Advocates of military justice argue that the US is not carrying out a law-enforcement operation in Afghanistan, but a military one.
For the armed forces to seize an enemy and turn him over to the court system would be unprecedented and absurd, they say.
They argue that history shows that military tribunals can act fairly, as in the case of the Hunter Commission, the tribunal that convicted the conspirators behind Abraham Lincoln's assassination.
And they say the Supreme Court has ruled in favour of the use of tribunals in a key World War II case concerning German saboteurs caught in the US.
John Dean, a Nixon-era White House counsel, points out that the Bush order to try suspected terrorists in military tribunals actually guarantees defendants more rights than would normally be the case in such trials.
"President Bush's order makes clear that he wants due process and the right to counsel for terrorists," he argued in a column for online legal publication FindLaw.

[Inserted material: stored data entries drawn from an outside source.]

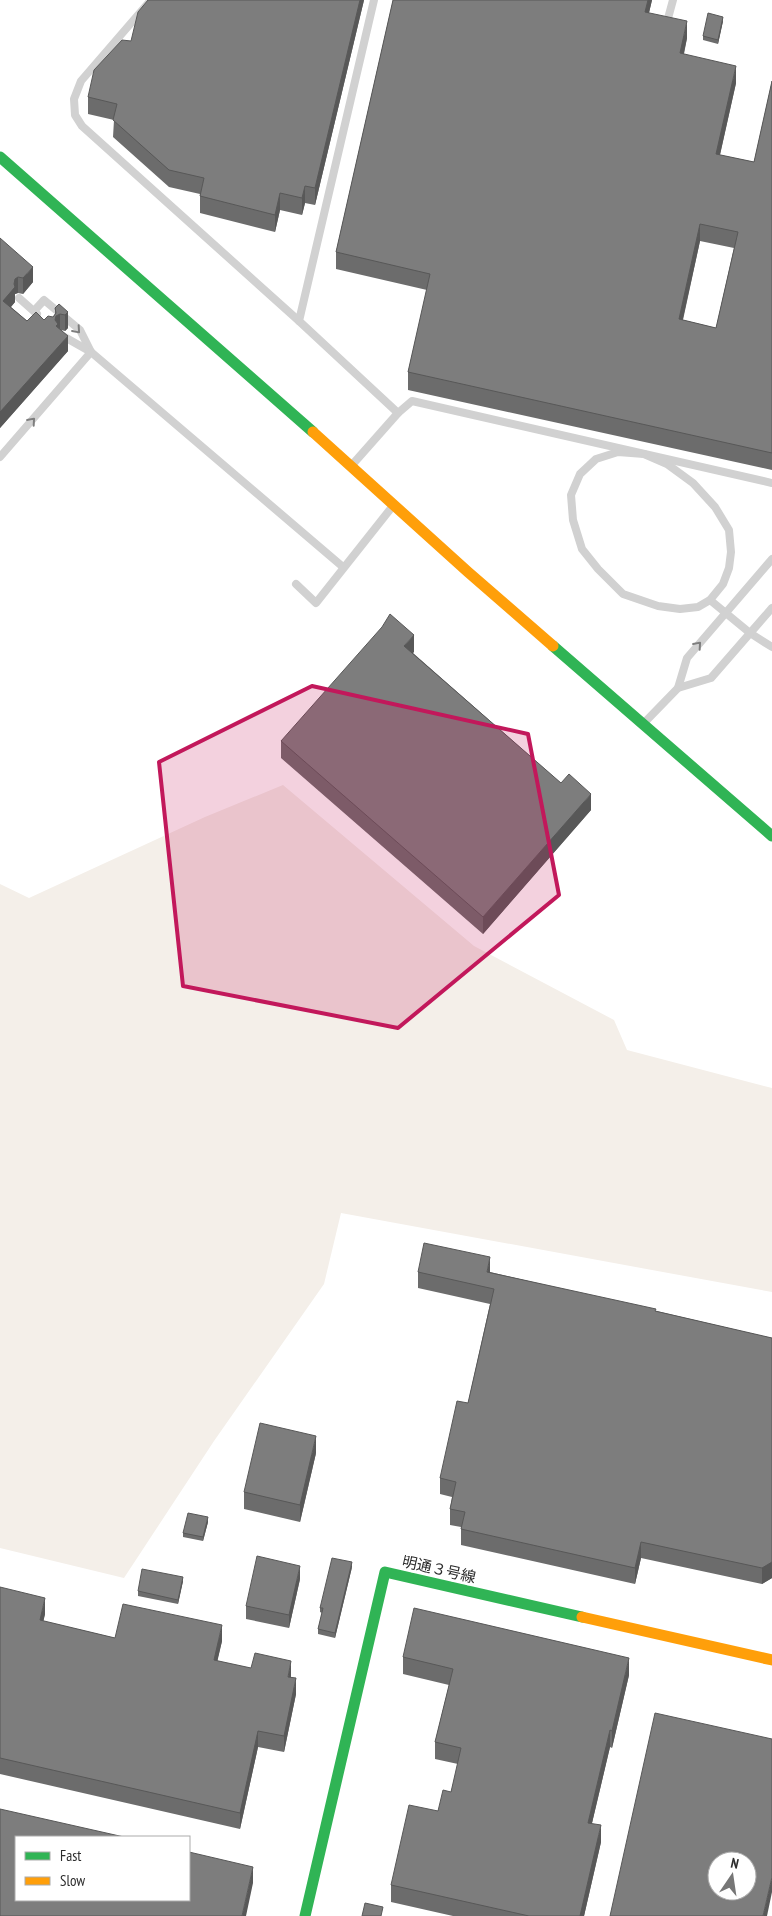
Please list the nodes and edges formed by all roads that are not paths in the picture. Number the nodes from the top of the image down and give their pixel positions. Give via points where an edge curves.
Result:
1 (151, 0) edge
2 (374, 0) edge
3 (672, 0) edge
4 (667, 22) edge
5 (0, 157) edge
6 (19, 298) dead end
7 (34, 311) junction
8 (300, 321) junction
9 (46, 322) edge
10 (61, 336) edge
11 (91, 352) junction
12 (398, 413) junction
13 (644, 454) junction
14 (0, 458) edge
15 (351, 467) junction
16 (772, 482) edge
17 (394, 505) junction
18 (772, 559) edge
19 (343, 567) junction
20 (296, 584) dead end
21 (710, 600) junction
22 (772, 608) edge
23 (727, 612) junction
24 (750, 633) junction
25 (772, 647) edge
26 (678, 688) junction
27 (643, 724) junction
28 (772, 836) edge
29 (772, 1660) edge
30 (305, 1916) edge

1 - 8 lane via 81,81 74,99 75,115 94,138
2 - 8 lane
3 - 4 lane
5 - 15 street
6 - 7 lane
7 - 9 lane
7 -> 11 lane via 44,300 80,330
8 - 12 lane
10 - 11 lane
14 -> 11 lane
11 - 19 lane
12 - 13 lane via 412,401
12 - 15 lane
13 - 16 lane
13 - 21 lane via 667,464 693,483 715,507 729,530 729,568 723,584
13 - 21 lane via 618,452 596,459 580,474 571,495 573,520 582,548 624,594 658,606 680,609 698,607
15 - 17 street
17 - 19 lane
17 - 27 street
18 - 23 lane
19 - 20 lane via 316,602
21 - 23 lane
22 - 24 lane
23 - 24 lane
26 -> 23 lane via 687,658
24 - 25 lane
24 - 26 lane via 711,678
26 - 27 lane
27 - 28 street
29 - 30 street, 明通３号線 via 384,1572

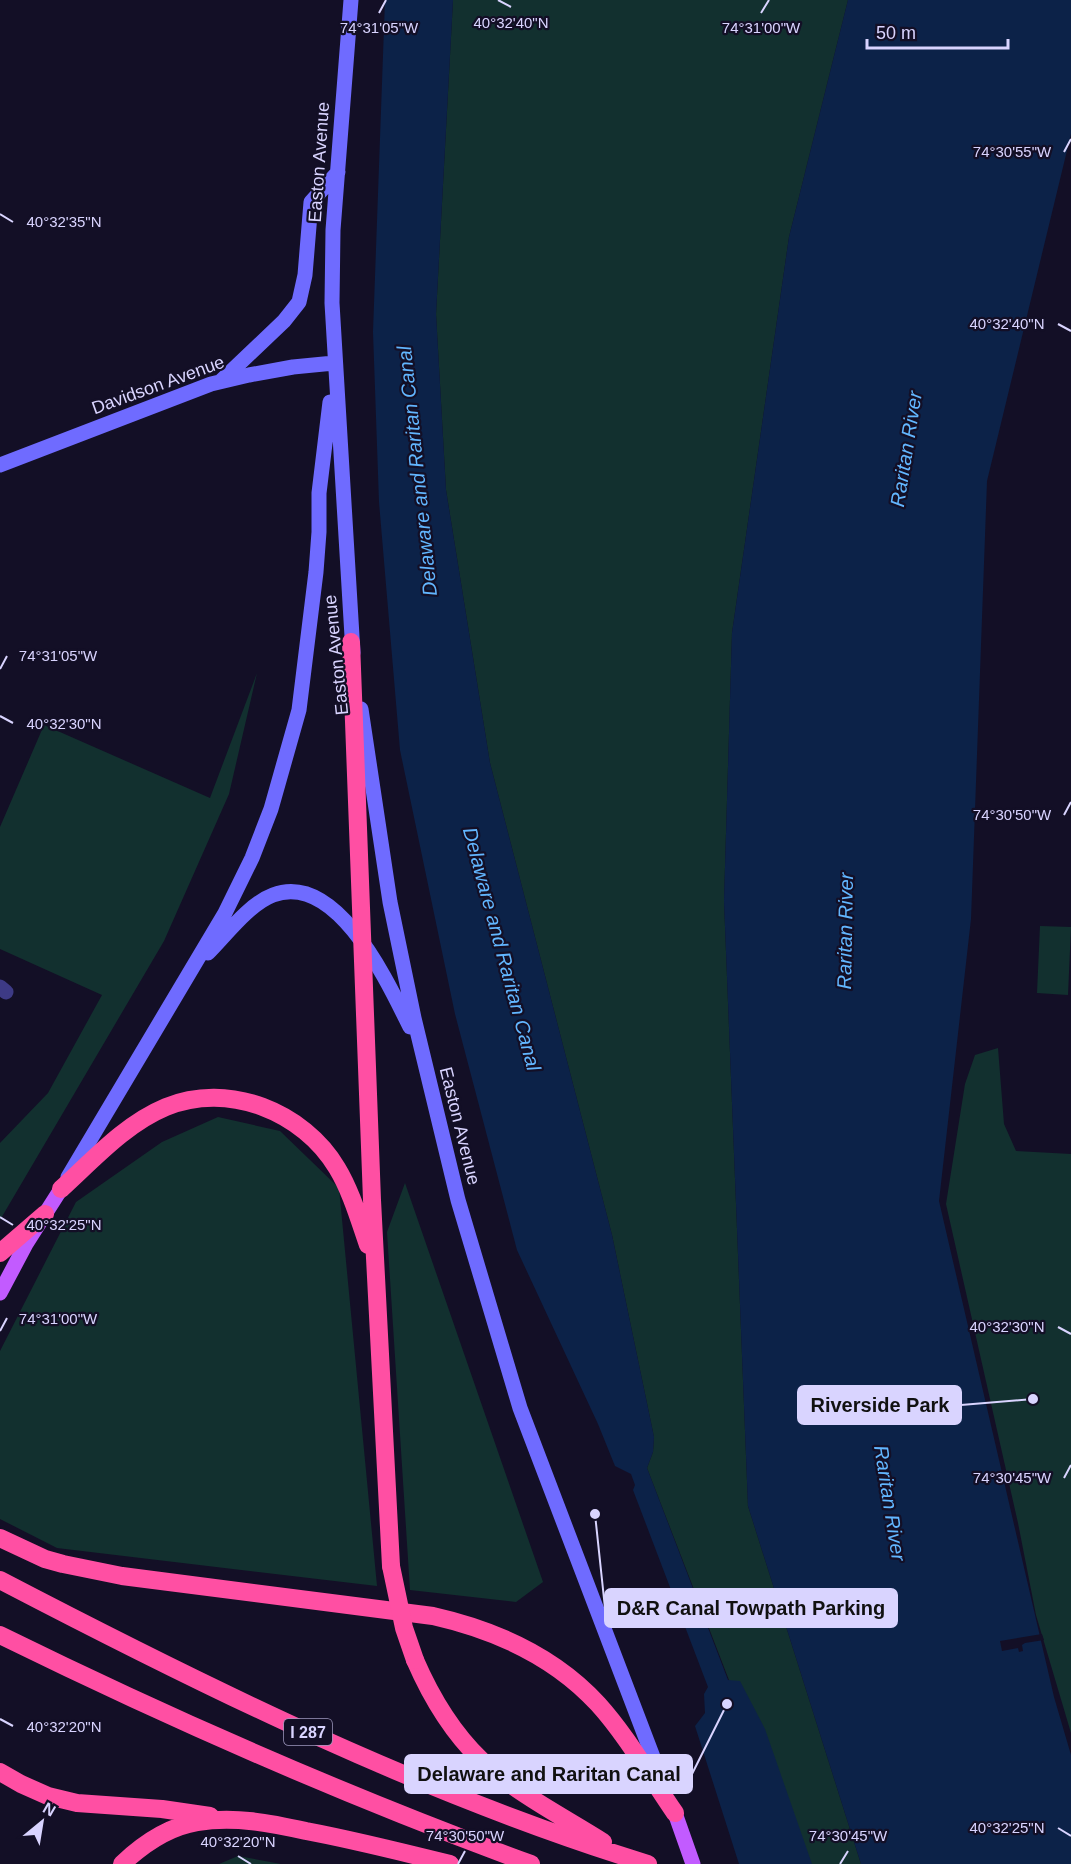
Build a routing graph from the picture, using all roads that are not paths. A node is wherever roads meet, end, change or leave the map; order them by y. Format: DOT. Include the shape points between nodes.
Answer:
graph roads {
  1 [pos="351,0"];
  2 [pos="338,172"];
  3 [pos="334,363"];
  4 [pos="220,382"];
  5 [pos="0,465"];
  6 [pos="351,642"];
  7 [pos="362,943"];
  8 [pos="192,970"];
  9 [pos="421,1049"];
  10 [pos="61,1189"];
  11 [pos="45,1214"];
  12 [pos="0,1254"];
  13 [pos="375,1267"];
  14 [pos="0,1293"];
  15 [pos="0,1538"];
  16 [pos="0,1580"];
  17 [pos="0,1635"];
  18 [pos="0,1772"];
  19 [pos="675,1813"];
  20 [pos="232,1818"];
  21 [pos="638,1861"];
  22 [pos="122,1864"];
  23 [pos="450,1864"];
  24 [pos="531,1864"];
  25 [pos="693,1864"];
  1 -- 2 [label="main road, Easton Avenue"];
  2 -- 3 [label="main road, Easton Avenue" via="333,230"];
  2 -- 4 [label="main road" via="311,202 299,302"];
  3 -- 4 [label="main road, Davidson Avenue"];
  3 -- 6 [label="main road, Easton Avenue"];
  3 -- 8 [label="main road, Easton Avenue" via="319,493 316,572 299,710 271,809 252,858"];
  4 -- 5 [label="main road, Davidson Avenue"];
  6 -- 7 [label="highway"];
  6 -- 9 [label="main road, Easton Avenue" via="390,902"];
  7 -- 8 [label="main road" via="342,916 324,902 305,894 274,895 260,902"];
  7 -- 9 [label="main road" via="389,985"];
  7 -- 13 [label="highway"];
  8 -- 10 [label="main road, Easton Avenue"];
  9 -- 19 [label="main road, Easton Avenue" via="458,1200 520,1408"];
  10 -- 11 [label="main road, Easton Avenue"];
  10 -- 13 [label="highway" via="116,1139 167,1107 220,1098 248,1101 296,1123 318,1142 346,1185"];
  11 -- 12 [label="highway"];
  11 -- 14 [label="main road, Easton Avenue"];
  13 -- 21 [label="highway, bridge" via="391,1566 415,1660 446,1718 481,1761 511,1784"];
  15 -- 19 [label="highway" via="54,1562 122,1576 433,1616 497,1634 551,1664 598,1703"];
  16 -- 21 [label="highway, I 287" via="291,1725 525,1822"];
  17 -- 24 [label="highway, I 287" via="302,1773"];
  18 -- 20 [label="highway" via="48,1796 77,1803"];
  19 -- 25 [label="main road, Easton Avenue"];
  20 -- 22 [label="highway" via="195,1822 165,1832 141,1846"];
  20 -- 23 [label="highway" via="342,1838"];
}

Like other defenders of the plan, Mr Dean says that secret trials can be justified by the need to protect the intelligence sources that may provide prosecution evidence.
And he says that secret tribunals would provide protection for people involved in the case - whereas jurors in a civilian trial of terrorists, for example, might be forced to go into hiding after the trial for fear of revenge attacks.
The case against
Opponents of military tribunals list as many reasons to avoid them as defenders do to promote them.
Even before the Supreme Court ruling in June 2006, some legal experts were arguing that Mr Bush did not have the authority to establish them.
The Lincoln and Roosevelt-era military tribunals took place in time of war, they point out, but Congress has not officially declared war in this case, so the president cannot assume wartime powers.
Presidential war powers are invariably an issue for heated debate during times of US military conflict, especially as Congress has not declared war since 1942.
Advocates of military tribunals say congressional authorisation for Mr Bush to use all necessary force against those he decides "committed or aided the terrorist attacks" is the equivalent of a declaration of war.
Opponents of tribunals also argue that secret trials would be bad public relations for the United States.
Human rights lawyer Joanne Mariner argues that the "outcome of military proceedings will enjoy none of the legitimacy of results reached in normal civilian trials.
"Rather than being stigmatised as terrorists, defendants... may be seen as political prisoners - victims, not perpetrators."
Some European countries have made it clear that they will not extradite suspects to the US unless they have a guarantee the defendants will not face a military tribunal.
One Spanish prosecutor was categorical in his opposition: "No country in Europe could extradite detainees to the United States if there were any chance they could be put before these military tribunals."
The US has itself condemned military tribunals of its citizens in other countries, such as that of Lori Berenson, who was convicted of aiding terrorists in Peru.
Finally, the secrecy aspect of military courts concerns not only opponents, but even defenders such as Mr Dean.
FDR tried Germans in military tribunals
In the case of the German saboteurs, the secrecy of the trial enabled the FBI and Justice Department to hide the fact that the convictions rested on the evidence of an informer among the infiltrators.
Six of the eight Germans were electrocuted on the day of their conviction, while the prosecution reneged on a deal to pardon the informant - who was sentenced to 30 years in prison. He served six years before being pardoned by President Harry Truman and being deported.
Those who argue for public trials point to the example of the Nuremberg trials after World War II.
Those trials, they say, showed the world the evil the Nazis had done.
Entering similar evidence of terrorist evil into the historical record would help convict them in the all-important court of public opinion, as well as in whatever court eventually tries them.